REQUIRED WORK:
Please transcribe the data below in full, word for word, without the images.

EXERCISE INPUT:
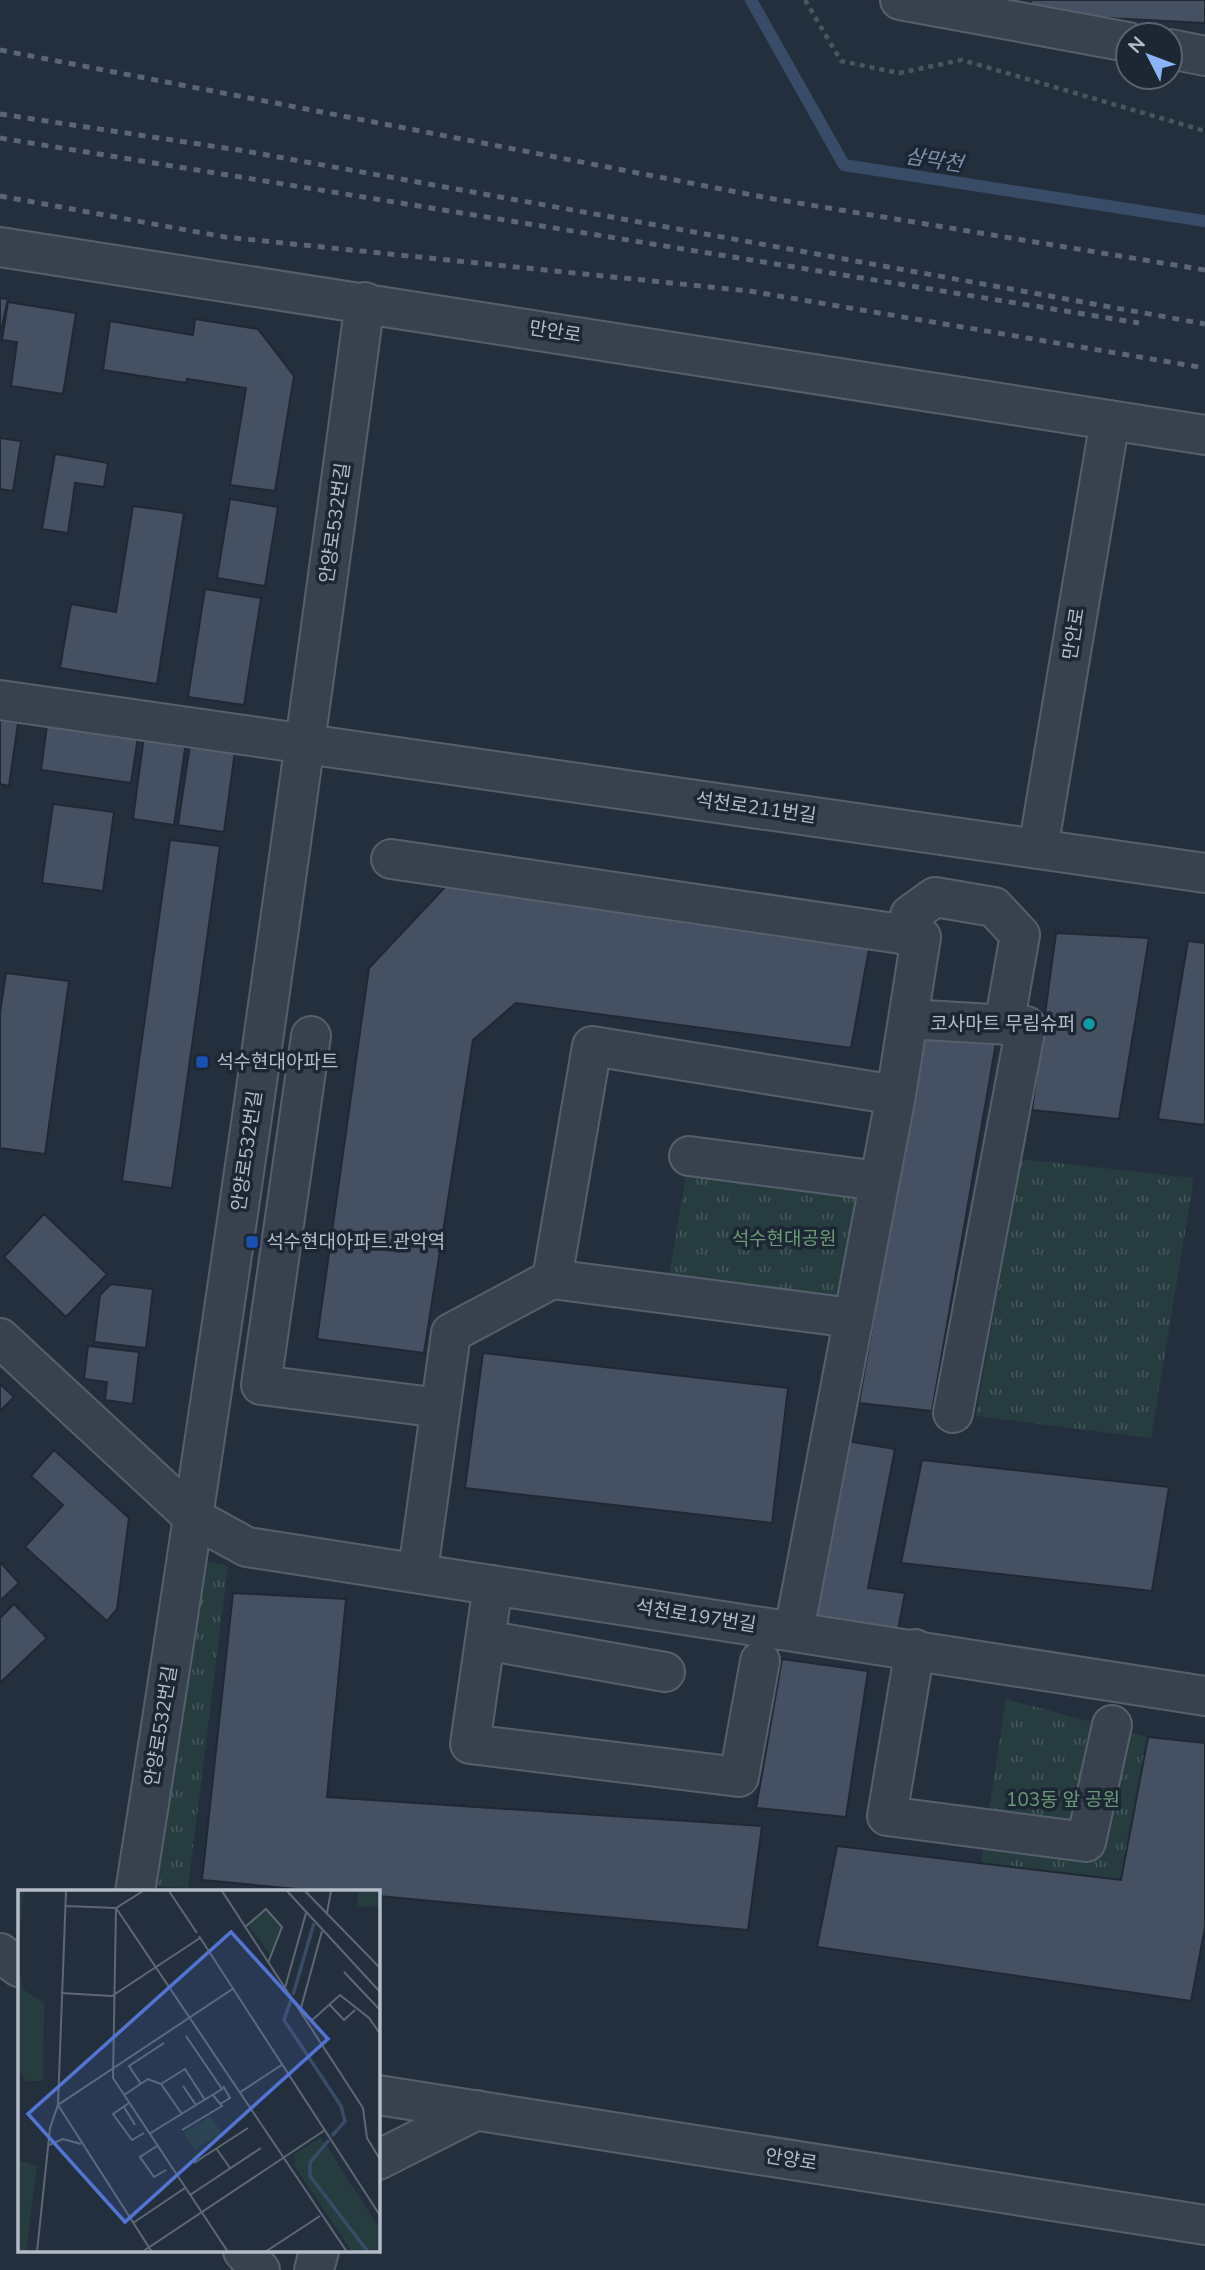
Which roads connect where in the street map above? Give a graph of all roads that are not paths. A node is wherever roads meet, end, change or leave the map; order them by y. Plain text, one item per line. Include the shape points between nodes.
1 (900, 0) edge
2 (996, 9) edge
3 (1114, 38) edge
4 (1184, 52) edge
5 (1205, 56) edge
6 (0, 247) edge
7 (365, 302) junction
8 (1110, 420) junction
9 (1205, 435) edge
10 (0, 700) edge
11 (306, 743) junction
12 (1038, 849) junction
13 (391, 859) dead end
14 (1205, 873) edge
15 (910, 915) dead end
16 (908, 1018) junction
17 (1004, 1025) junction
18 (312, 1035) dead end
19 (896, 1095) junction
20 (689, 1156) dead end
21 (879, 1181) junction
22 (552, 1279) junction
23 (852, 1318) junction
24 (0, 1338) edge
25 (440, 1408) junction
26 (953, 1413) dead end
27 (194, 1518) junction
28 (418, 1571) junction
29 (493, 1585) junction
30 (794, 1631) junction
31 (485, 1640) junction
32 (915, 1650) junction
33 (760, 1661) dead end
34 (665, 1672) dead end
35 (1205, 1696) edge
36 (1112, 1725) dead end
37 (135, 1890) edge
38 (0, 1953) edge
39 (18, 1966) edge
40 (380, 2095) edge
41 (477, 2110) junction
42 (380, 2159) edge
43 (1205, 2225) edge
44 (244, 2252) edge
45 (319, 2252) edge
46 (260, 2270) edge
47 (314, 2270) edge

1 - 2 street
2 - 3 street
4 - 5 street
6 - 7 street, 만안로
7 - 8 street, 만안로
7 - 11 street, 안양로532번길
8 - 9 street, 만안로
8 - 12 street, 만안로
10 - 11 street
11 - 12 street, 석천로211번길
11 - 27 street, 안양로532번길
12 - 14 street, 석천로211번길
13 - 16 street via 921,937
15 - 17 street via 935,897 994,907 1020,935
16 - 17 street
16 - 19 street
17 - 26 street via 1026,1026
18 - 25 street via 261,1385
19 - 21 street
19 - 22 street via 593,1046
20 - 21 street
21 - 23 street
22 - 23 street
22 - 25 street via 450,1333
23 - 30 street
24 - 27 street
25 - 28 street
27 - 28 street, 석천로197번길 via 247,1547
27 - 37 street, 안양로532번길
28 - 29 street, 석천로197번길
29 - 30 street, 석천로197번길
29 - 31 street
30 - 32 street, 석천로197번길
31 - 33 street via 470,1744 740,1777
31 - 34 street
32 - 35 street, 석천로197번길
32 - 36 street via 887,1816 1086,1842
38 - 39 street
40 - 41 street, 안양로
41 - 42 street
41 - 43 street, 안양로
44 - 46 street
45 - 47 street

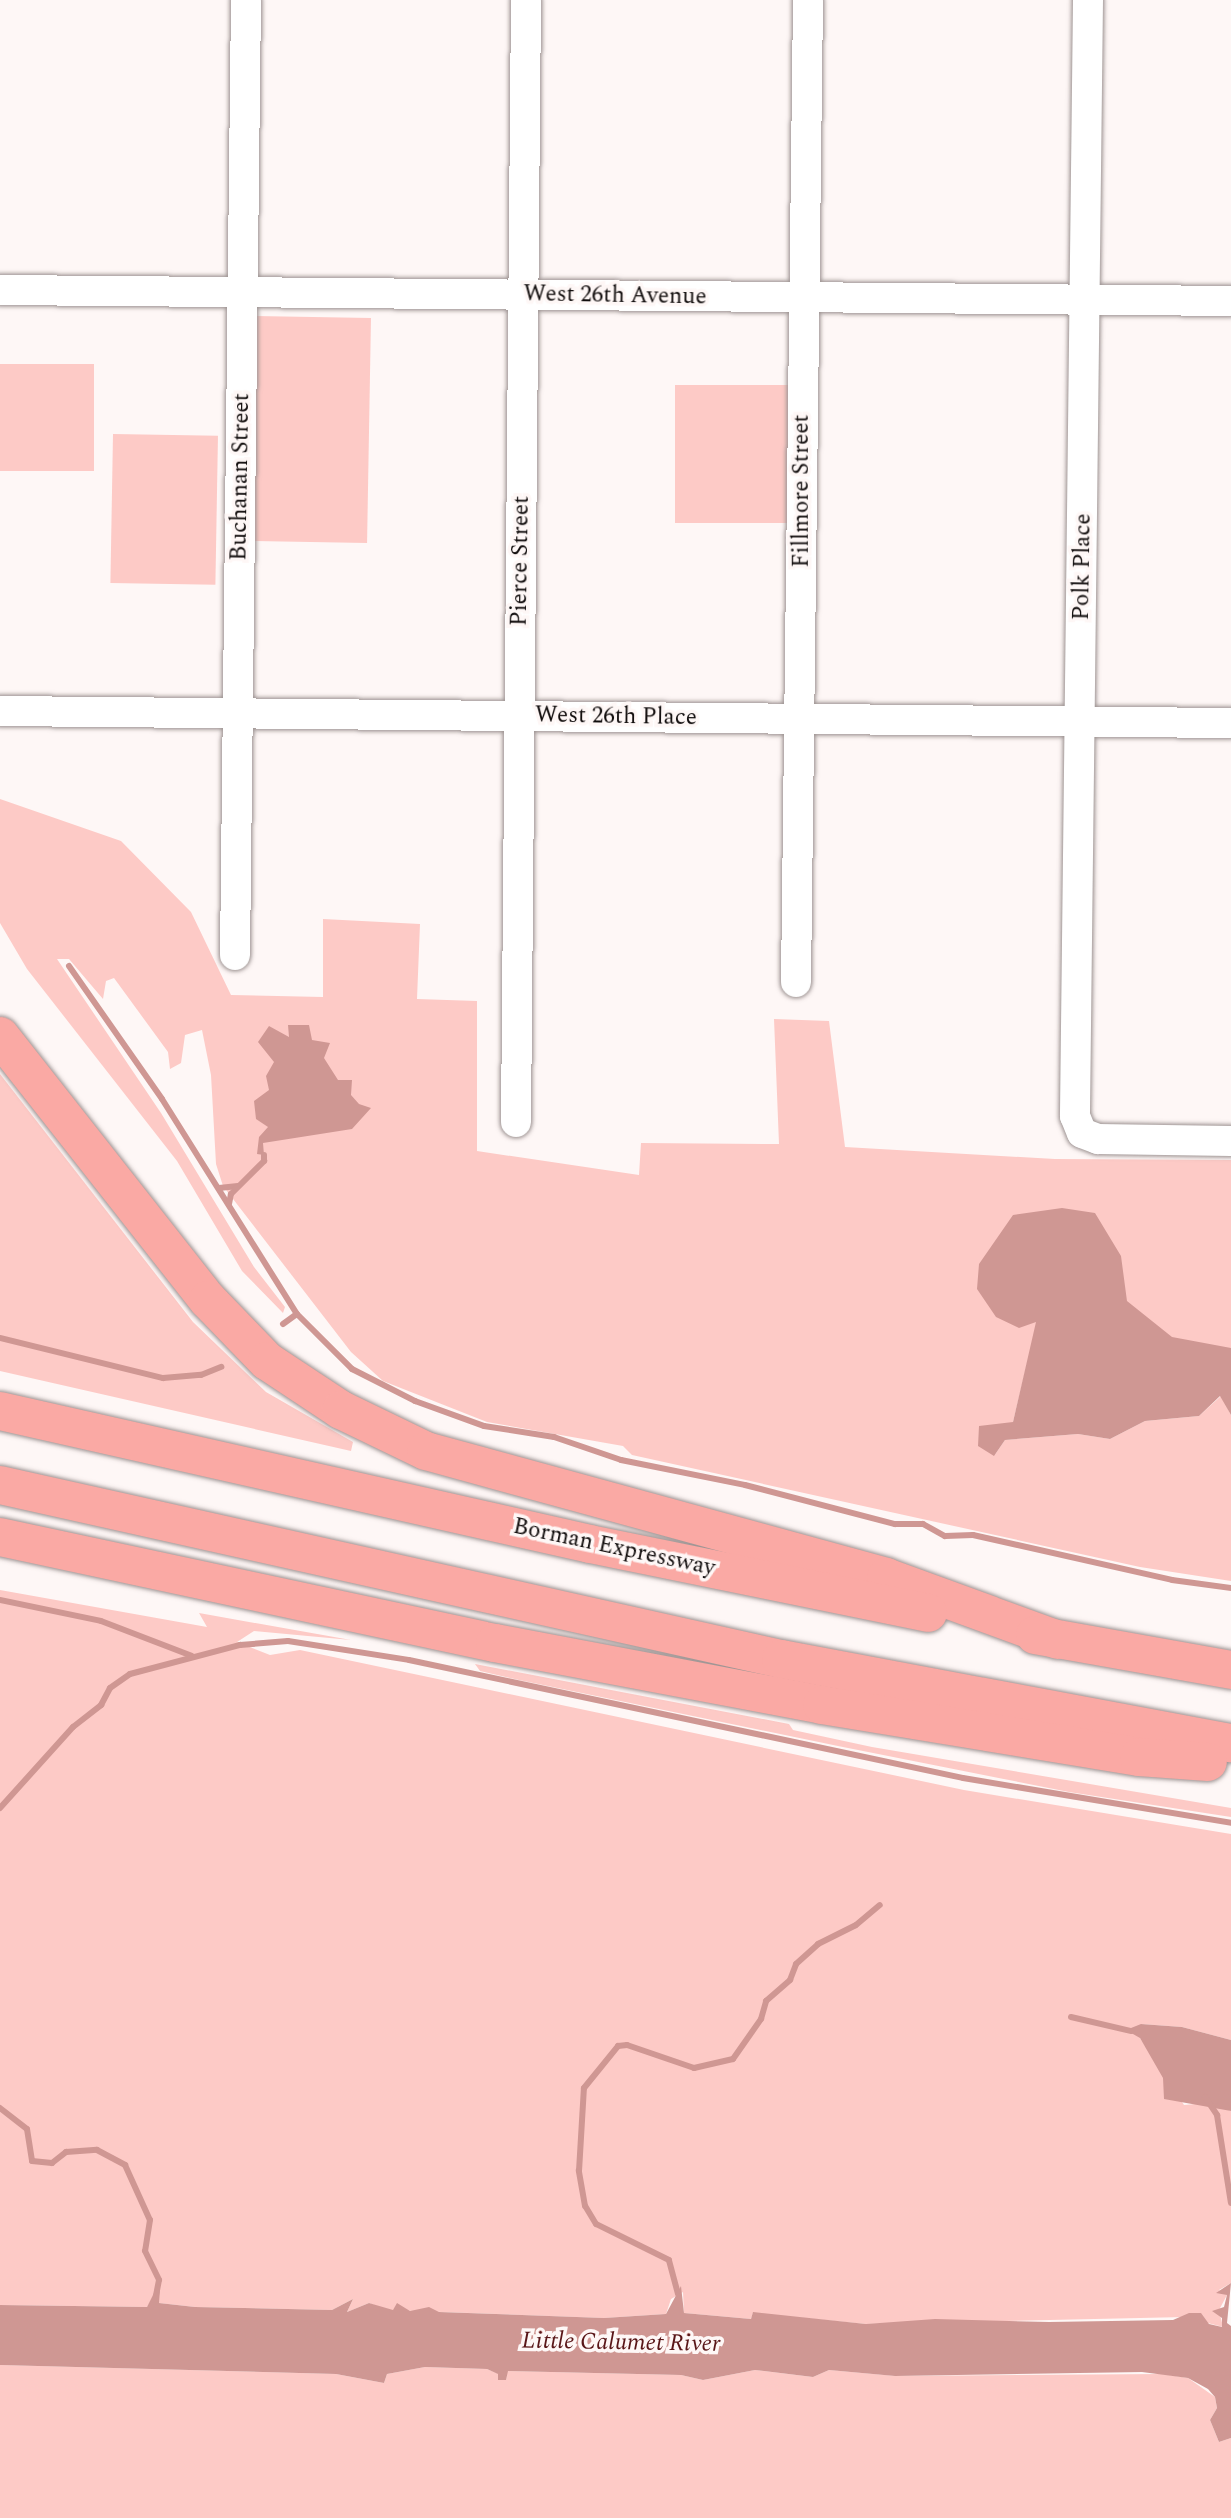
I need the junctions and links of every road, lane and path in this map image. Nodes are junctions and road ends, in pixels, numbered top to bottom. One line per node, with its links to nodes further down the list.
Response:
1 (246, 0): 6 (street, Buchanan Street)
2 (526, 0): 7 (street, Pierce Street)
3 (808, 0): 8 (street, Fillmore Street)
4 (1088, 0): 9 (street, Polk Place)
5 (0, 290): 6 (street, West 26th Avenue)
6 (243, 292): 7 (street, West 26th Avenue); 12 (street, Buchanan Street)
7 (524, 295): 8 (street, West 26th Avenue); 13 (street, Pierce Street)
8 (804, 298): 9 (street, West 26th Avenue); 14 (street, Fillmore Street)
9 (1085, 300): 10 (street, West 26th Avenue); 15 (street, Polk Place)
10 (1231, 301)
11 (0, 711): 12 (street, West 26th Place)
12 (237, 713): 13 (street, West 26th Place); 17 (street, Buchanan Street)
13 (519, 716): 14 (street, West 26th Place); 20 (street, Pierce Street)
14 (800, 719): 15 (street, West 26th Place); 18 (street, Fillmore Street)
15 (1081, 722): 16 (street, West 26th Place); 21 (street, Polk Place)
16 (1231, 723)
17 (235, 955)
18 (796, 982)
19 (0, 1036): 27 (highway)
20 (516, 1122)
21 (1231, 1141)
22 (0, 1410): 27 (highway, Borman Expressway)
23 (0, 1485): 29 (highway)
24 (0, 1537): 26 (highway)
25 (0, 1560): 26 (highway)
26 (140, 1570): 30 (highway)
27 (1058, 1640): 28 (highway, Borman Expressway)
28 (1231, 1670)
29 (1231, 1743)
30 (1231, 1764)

ANSWER FOR THIS EXERCISE:
Which roads connect where in the street map above? Give a graph of all roads that are not paths. A node is wherever roads meet, end, change or leave the map; order them by y. Plain text, one item per line. Include the shape points between nodes.
1 (900, 0) edge
2 (996, 9) edge
3 (1114, 38) edge
4 (1184, 52) edge
5 (1205, 56) edge
6 (0, 247) edge
7 (365, 302) junction
8 (1110, 420) junction
9 (1205, 435) edge
10 (0, 700) edge
11 (306, 743) junction
12 (1038, 849) junction
13 (391, 859) dead end
14 (1205, 873) edge
15 (910, 915) dead end
16 (908, 1018) junction
17 (1004, 1025) junction
18 (312, 1035) dead end
19 (896, 1095) junction
20 (689, 1156) dead end
21 (879, 1181) junction
22 (552, 1279) junction
23 (852, 1318) junction
24 (0, 1338) edge
25 (440, 1408) junction
26 (953, 1413) dead end
27 (194, 1518) junction
28 (418, 1571) junction
29 (493, 1585) junction
30 (794, 1631) junction
31 (485, 1640) junction
32 (915, 1650) junction
33 (760, 1661) dead end
34 (665, 1672) dead end
35 (1205, 1696) edge
36 (1112, 1725) dead end
37 (135, 1890) edge
38 (0, 1953) edge
39 (18, 1966) edge
40 (380, 2095) edge
41 (477, 2110) junction
42 (380, 2159) edge
43 (1205, 2225) edge
44 (244, 2252) edge
45 (319, 2252) edge
46 (260, 2270) edge
47 (314, 2270) edge

1 - 2 street
2 - 3 street
4 - 5 street
6 - 7 street, 만안로
7 - 8 street, 만안로
7 - 11 street, 안양로532번길
8 - 9 street, 만안로
8 - 12 street, 만안로
10 - 11 street
11 - 12 street, 석천로211번길
11 - 27 street, 안양로532번길
12 - 14 street, 석천로211번길
13 - 16 street via 921,937
15 - 17 street via 935,897 994,907 1020,935
16 - 17 street
16 - 19 street
17 - 26 street via 1026,1026
18 - 25 street via 261,1385
19 - 21 street
19 - 22 street via 593,1046
20 - 21 street
21 - 23 street
22 - 23 street
22 - 25 street via 450,1333
23 - 30 street
24 - 27 street
25 - 28 street
27 - 28 street, 석천로197번길 via 247,1547
27 - 37 street, 안양로532번길
28 - 29 street, 석천로197번길
29 - 30 street, 석천로197번길
29 - 31 street
30 - 32 street, 석천로197번길
31 - 33 street via 470,1744 740,1777
31 - 34 street
32 - 35 street, 석천로197번길
32 - 36 street via 887,1816 1086,1842
38 - 39 street
40 - 41 street, 안양로
41 - 42 street
41 - 43 street, 안양로
44 - 46 street
45 - 47 street

I need the junctions and links of every road, lane and path in this map image. Nodes are junctions and road ends, in pixels, numbered top to bottom. One line per node, with its links to nodes further down the list.
Response:
1 (246, 0): 6 (street, Buchanan Street)
2 (526, 0): 7 (street, Pierce Street)
3 (808, 0): 8 (street, Fillmore Street)
4 (1088, 0): 9 (street, Polk Place)
5 (0, 290): 6 (street, West 26th Avenue)
6 (243, 292): 7 (street, West 26th Avenue); 12 (street, Buchanan Street)
7 (524, 295): 8 (street, West 26th Avenue); 13 (street, Pierce Street)
8 (804, 298): 9 (street, West 26th Avenue); 14 (street, Fillmore Street)
9 (1085, 300): 10 (street, West 26th Avenue); 15 (street, Polk Place)
10 (1231, 301)
11 (0, 711): 12 (street, West 26th Place)
12 (237, 713): 13 (street, West 26th Place); 17 (street, Buchanan Street)
13 (519, 716): 14 (street, West 26th Place); 20 (street, Pierce Street)
14 (800, 719): 15 (street, West 26th Place); 18 (street, Fillmore Street)
15 (1081, 722): 16 (street, West 26th Place); 21 (street, Polk Place)
16 (1231, 723)
17 (235, 955)
18 (796, 982)
19 (0, 1036): 27 (highway)
20 (516, 1122)
21 (1231, 1141)
22 (0, 1410): 27 (highway, Borman Expressway)
23 (0, 1485): 29 (highway)
24 (0, 1537): 26 (highway)
25 (0, 1560): 26 (highway)
26 (140, 1570): 30 (highway)
27 (1058, 1640): 28 (highway, Borman Expressway)
28 (1231, 1670)
29 (1231, 1743)
30 (1231, 1764)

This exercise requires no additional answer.